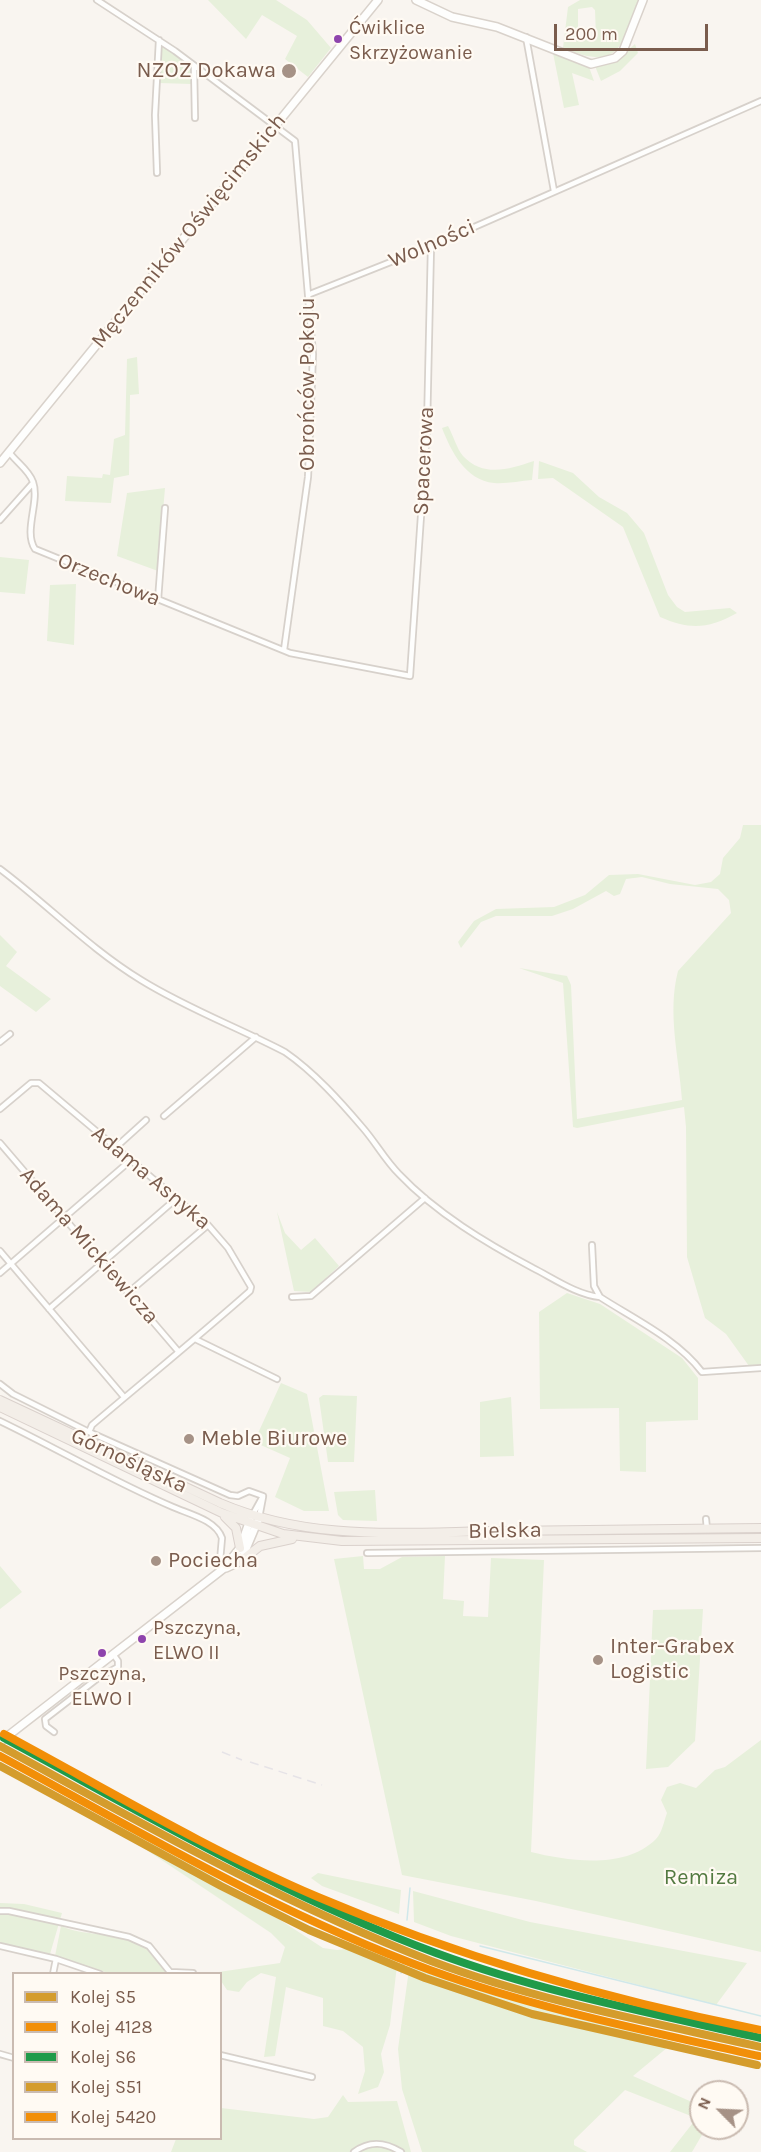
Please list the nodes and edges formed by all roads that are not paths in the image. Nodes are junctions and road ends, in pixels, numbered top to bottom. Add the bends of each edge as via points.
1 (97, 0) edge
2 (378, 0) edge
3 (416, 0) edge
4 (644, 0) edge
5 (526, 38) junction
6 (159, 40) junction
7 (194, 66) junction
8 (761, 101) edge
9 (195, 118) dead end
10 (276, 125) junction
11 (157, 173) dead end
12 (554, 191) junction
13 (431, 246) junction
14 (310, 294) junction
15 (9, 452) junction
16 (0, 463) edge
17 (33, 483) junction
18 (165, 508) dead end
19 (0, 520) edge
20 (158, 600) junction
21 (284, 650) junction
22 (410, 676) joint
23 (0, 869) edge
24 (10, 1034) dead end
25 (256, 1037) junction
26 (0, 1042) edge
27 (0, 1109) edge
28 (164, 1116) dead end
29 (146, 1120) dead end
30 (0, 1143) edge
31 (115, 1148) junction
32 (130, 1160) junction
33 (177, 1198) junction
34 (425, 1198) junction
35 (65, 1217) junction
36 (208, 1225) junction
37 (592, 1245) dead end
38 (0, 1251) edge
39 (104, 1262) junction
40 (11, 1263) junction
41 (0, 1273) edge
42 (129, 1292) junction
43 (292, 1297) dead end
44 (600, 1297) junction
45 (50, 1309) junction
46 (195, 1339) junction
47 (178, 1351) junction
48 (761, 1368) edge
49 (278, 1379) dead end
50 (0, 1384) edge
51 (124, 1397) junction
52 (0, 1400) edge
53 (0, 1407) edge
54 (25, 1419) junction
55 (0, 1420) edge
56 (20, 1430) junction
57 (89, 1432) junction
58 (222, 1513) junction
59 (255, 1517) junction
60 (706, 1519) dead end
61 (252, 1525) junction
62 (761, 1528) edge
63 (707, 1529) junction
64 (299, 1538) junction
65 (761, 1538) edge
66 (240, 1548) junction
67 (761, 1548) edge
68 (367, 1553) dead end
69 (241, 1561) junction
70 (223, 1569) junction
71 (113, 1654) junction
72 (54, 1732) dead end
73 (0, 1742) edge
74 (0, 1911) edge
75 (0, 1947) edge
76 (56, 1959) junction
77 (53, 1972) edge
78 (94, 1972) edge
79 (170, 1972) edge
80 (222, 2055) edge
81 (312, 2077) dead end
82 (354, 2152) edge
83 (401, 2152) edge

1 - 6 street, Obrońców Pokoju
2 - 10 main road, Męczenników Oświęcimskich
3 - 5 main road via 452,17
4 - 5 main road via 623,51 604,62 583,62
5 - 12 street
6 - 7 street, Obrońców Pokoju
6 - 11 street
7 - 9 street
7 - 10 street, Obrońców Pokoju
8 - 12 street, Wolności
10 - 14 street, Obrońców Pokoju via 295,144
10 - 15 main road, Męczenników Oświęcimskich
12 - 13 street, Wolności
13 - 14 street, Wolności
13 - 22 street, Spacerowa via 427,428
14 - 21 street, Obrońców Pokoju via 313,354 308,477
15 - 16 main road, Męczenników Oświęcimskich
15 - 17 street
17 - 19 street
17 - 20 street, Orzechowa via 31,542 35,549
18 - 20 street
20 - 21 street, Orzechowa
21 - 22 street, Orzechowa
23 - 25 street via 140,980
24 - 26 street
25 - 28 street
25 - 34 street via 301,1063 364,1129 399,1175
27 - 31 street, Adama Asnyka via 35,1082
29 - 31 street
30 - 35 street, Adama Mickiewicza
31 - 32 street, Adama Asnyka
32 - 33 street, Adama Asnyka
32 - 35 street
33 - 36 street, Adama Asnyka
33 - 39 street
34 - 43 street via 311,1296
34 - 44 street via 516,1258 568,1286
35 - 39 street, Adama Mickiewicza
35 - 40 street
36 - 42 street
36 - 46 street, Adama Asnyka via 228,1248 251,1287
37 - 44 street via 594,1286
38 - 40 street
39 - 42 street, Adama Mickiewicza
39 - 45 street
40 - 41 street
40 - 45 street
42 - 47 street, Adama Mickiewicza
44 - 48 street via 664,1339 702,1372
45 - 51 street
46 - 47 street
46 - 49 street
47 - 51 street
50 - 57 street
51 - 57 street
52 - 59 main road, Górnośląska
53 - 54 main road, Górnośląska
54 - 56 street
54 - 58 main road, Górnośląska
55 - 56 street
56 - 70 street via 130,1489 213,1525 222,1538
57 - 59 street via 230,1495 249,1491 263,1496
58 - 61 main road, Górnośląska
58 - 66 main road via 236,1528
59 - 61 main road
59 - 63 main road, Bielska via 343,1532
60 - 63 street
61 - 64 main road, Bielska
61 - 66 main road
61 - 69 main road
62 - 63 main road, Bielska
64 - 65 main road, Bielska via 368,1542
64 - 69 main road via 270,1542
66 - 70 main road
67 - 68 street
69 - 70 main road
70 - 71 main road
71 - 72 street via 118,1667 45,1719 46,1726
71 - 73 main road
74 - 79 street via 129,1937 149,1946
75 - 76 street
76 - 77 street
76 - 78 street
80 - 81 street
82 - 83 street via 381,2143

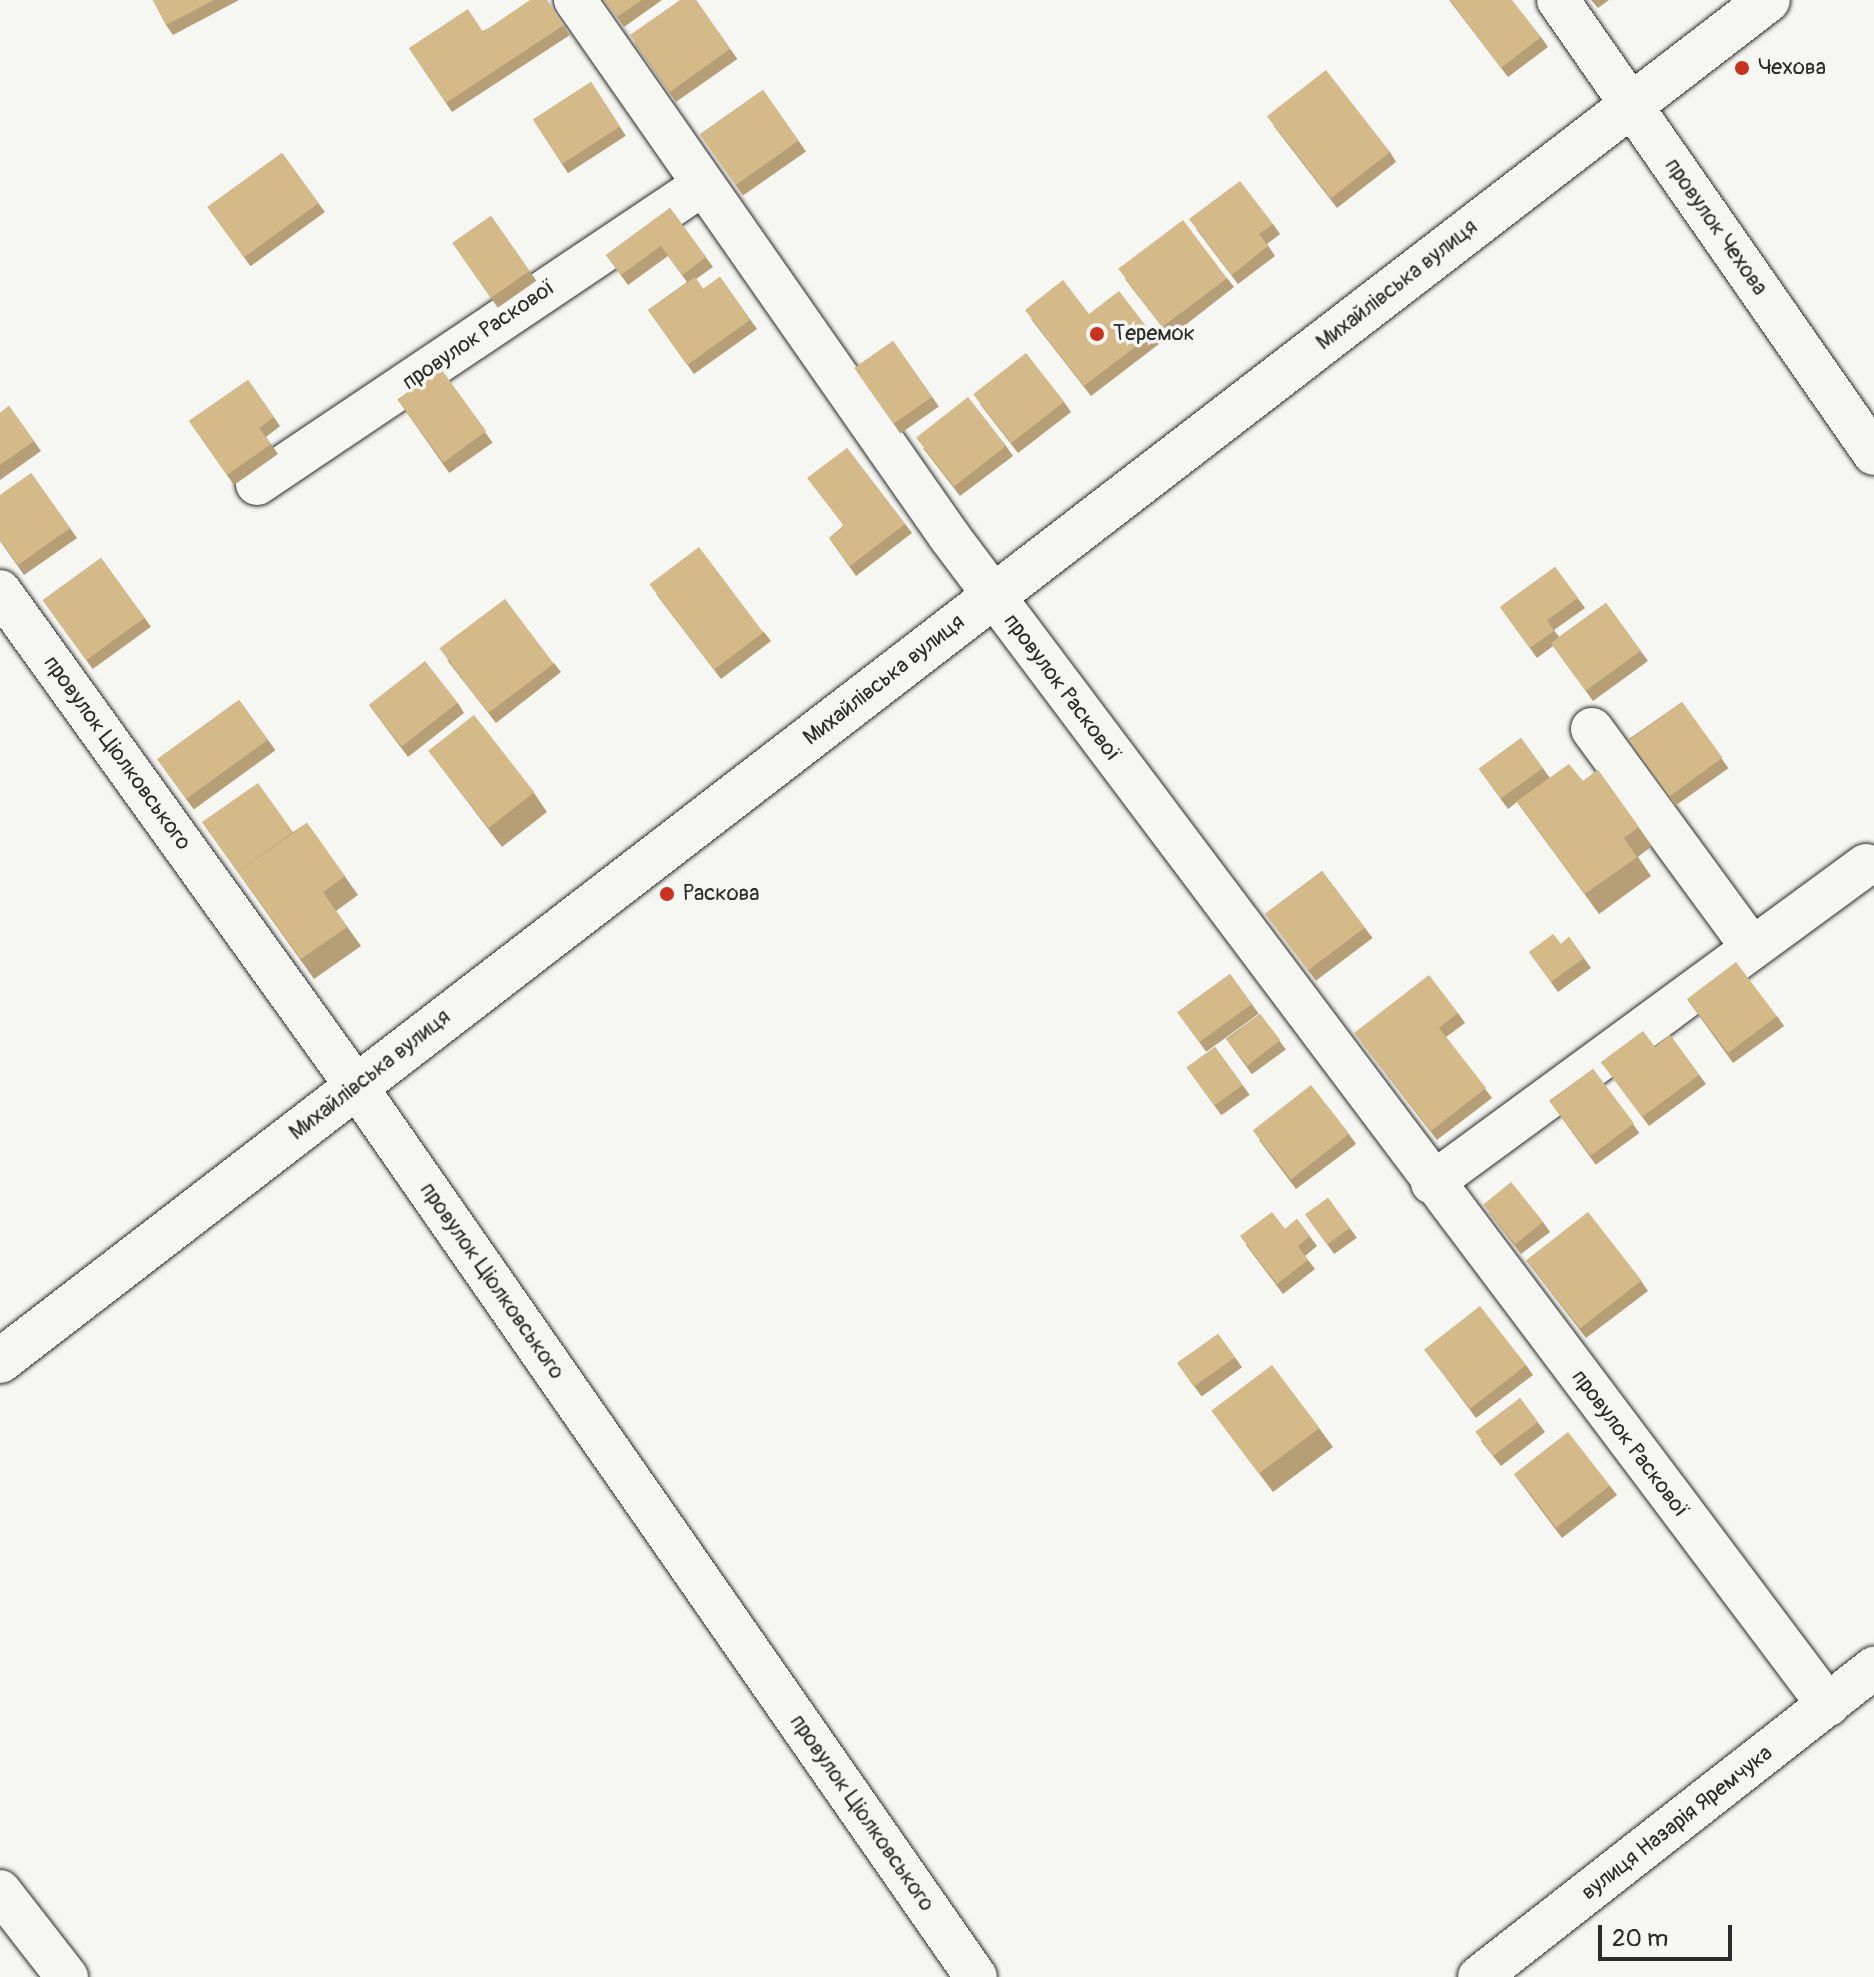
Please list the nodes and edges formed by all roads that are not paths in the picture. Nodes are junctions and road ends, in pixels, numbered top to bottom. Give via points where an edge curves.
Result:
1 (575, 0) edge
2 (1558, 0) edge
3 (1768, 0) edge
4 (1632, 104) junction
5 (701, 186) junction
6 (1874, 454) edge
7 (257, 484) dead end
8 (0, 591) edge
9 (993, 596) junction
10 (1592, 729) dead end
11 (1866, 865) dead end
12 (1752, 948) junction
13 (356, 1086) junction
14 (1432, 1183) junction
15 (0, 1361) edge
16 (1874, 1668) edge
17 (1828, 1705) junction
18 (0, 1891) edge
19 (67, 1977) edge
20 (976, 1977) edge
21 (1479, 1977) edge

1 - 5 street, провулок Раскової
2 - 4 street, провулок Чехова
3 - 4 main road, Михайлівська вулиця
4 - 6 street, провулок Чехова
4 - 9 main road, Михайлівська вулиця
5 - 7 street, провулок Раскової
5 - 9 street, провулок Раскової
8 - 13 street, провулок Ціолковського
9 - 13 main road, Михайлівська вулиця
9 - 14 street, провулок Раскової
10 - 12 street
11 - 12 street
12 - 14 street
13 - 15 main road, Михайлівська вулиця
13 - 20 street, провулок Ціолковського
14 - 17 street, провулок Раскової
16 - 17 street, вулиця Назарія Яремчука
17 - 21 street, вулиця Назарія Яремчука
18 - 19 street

Problem details :: Reproduce every line of the records containing the string "Adama".

Finished task ::
27 - 31 street, Adama Asnyka via 35,1082
30 - 35 street, Adama Mickiewicza
31 - 32 street, Adama Asnyka
32 - 33 street, Adama Asnyka
33 - 36 street, Adama Asnyka
35 - 39 street, Adama Mickiewicza
36 - 46 street, Adama Asnyka via 228,1248 251,1287
39 - 42 street, Adama Mickiewicza
42 - 47 street, Adama Mickiewicza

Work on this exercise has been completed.